I pushed myself, shaking, on to my elbows. The light in the vaults was different now – not blinding white any more. It was the familiar buttery colour of early morning sun.
The motes floating through the morning light – it was what was left of the machine. It hadn’t just shattered. It was like the metal had turned back into dust of the mountain it was mined from.
There was nothing left of Fereshteh either. His soul had fled the prison Leyla made for it. And maybe tonight it would inhabit the sky, along with every other dead Djinn from the First War.
The pillars of coloured fire that had encircled the machine were gone, too. Where they had been now stood a circle of Djinn in the shape of men.
They had saved me.
They stood in somber silence with bowed heads, my father, Bahadur, among them. The ground beneath their feet was scorched black. I expected them to vanish, the way Zaahir had at Sazi. Instead, one of them turned his head towards me, blazing gold eyes catching me in his sights.

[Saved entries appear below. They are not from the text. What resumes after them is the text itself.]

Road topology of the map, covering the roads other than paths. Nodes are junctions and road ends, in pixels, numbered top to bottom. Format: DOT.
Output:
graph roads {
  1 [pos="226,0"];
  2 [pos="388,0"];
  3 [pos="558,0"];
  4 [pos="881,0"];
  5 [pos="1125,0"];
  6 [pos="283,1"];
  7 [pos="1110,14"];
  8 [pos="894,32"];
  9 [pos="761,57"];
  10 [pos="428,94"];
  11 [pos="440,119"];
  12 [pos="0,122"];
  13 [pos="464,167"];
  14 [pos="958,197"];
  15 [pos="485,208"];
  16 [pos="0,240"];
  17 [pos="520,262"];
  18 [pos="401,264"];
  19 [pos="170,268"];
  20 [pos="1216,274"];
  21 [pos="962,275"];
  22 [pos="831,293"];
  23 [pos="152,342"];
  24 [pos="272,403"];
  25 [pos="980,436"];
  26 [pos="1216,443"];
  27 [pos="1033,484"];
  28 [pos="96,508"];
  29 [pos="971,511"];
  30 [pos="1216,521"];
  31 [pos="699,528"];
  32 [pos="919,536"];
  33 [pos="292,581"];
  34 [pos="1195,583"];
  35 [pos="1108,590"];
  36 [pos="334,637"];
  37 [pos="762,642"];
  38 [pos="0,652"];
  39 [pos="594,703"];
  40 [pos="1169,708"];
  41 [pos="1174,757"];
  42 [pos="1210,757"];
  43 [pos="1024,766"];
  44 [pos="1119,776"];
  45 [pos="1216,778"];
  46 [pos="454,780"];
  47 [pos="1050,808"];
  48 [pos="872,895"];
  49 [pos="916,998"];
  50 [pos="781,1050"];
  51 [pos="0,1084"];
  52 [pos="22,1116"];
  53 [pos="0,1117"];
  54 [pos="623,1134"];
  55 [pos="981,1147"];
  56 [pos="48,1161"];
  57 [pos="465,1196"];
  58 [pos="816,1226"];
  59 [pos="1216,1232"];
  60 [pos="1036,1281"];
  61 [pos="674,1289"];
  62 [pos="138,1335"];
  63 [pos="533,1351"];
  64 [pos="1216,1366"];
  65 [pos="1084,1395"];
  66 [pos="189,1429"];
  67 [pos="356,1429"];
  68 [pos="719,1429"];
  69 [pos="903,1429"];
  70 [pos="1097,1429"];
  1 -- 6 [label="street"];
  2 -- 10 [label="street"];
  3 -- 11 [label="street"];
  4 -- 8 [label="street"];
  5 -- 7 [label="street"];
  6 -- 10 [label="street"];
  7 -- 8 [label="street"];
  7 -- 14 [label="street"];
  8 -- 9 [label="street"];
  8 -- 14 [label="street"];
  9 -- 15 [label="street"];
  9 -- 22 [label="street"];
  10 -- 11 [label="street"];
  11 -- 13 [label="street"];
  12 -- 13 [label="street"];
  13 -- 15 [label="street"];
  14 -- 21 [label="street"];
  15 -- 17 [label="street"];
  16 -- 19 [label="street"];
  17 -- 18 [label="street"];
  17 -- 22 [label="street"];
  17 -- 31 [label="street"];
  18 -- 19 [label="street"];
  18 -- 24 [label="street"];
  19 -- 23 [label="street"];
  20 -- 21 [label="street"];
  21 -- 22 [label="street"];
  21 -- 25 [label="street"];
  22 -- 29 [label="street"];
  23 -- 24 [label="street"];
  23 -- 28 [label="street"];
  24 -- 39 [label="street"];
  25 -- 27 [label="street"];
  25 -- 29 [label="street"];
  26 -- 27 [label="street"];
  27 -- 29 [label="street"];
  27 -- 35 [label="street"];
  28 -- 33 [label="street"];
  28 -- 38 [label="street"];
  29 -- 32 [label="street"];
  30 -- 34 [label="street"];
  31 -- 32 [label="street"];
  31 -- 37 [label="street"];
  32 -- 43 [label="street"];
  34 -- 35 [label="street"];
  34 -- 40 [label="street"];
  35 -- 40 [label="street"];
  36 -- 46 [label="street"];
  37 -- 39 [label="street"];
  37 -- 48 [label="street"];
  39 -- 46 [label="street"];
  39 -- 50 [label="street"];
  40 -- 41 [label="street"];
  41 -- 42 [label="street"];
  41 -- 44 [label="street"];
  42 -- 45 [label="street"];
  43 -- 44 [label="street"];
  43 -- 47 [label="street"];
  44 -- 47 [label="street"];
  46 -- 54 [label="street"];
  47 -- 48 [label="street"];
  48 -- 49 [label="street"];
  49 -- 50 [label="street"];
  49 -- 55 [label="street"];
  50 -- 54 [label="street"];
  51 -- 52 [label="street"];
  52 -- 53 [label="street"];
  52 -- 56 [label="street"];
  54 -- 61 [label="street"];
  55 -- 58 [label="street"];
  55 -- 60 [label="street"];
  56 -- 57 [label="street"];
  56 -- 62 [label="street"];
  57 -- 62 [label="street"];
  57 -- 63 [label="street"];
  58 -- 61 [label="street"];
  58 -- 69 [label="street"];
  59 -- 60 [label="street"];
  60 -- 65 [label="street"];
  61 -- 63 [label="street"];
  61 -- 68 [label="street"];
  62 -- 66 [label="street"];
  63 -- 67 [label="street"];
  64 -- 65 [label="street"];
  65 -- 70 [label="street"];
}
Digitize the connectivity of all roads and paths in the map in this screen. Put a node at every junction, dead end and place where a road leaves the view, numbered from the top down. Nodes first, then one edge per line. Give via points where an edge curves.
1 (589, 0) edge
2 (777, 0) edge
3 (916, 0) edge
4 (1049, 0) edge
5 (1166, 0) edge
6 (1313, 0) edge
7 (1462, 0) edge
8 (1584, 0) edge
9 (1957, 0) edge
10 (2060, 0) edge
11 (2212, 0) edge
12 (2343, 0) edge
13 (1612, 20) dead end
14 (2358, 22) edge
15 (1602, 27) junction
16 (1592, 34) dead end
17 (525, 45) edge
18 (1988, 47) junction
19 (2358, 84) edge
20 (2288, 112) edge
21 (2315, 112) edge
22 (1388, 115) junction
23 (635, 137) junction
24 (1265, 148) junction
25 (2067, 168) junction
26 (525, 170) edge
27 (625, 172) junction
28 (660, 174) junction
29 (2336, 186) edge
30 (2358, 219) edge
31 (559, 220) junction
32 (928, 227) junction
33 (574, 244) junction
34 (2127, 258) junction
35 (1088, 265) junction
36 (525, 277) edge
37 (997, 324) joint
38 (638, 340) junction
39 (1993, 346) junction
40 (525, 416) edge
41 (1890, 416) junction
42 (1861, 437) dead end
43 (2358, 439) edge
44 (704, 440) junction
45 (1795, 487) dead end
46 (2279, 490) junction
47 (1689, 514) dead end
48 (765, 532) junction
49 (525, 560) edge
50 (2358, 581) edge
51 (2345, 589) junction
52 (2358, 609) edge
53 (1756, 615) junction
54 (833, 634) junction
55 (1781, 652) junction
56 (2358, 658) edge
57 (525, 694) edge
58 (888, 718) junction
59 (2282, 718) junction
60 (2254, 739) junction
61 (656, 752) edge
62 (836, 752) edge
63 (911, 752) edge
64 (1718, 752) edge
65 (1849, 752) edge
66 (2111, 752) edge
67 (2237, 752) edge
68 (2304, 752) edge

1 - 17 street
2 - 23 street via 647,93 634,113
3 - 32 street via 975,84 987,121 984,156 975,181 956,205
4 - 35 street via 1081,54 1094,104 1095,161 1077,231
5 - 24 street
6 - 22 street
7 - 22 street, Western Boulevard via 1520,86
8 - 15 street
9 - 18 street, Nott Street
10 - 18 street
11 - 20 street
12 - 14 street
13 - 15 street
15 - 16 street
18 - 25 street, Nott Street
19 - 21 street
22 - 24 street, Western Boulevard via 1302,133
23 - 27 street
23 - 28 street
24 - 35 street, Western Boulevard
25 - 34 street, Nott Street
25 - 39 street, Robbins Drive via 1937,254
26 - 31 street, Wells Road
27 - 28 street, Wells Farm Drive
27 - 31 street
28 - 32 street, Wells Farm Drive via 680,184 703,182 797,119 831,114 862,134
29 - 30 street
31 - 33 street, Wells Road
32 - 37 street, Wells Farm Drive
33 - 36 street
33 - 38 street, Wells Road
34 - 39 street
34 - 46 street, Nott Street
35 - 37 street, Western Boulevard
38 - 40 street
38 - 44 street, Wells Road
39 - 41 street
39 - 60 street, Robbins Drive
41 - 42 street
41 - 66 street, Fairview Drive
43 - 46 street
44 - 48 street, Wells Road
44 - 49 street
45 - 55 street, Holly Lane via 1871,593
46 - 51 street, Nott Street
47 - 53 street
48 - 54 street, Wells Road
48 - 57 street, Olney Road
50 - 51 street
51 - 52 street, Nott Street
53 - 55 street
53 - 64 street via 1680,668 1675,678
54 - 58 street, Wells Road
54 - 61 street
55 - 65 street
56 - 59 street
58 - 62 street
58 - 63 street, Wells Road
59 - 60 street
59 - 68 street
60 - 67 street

‘So,’ he said in an ancient voice, ‘Zaahir has sent an assassin after us.’
As one, they turned towards me, and suddenly I was caught under a dozen immortal gazes.
‘I’m not—’ Speaking was a struggle; I’d hit the ground hard, and my lungs felt raw. ‘I’m not an assassin.’
‘And yet you bring weapons here,’ one of them said. He didn’t move, but I felt the air stir under my hand, lifting it as if some invisible grip were guiding it. And I realised they were all staring at the now-useless ring that Zaahir had given me.
‘We made that weapon for Zaahir –’ it was my father who spoke now – ‘when we imprisoned him below the mountain. We gave him a promise of freedom if he would repent for what he did.’
‘But we gave him a second path to freedom, too, should he want it,’ another one of the Djinn stepped in. ‘We gave him that ring so he could choose his own death if he wished to. If, in a moment of desperation, he should wish to escape, all he needed to do was break the ring and he would be released from life.’
In one perfectly clear moment, I understood. This had been what Zaahir intended all along. To use me to exact revenge over those who had imprisoned him. To kill them in the same way they had given him to kill himself. He had given me a weapon that could end an immortal and then sent me into their midst.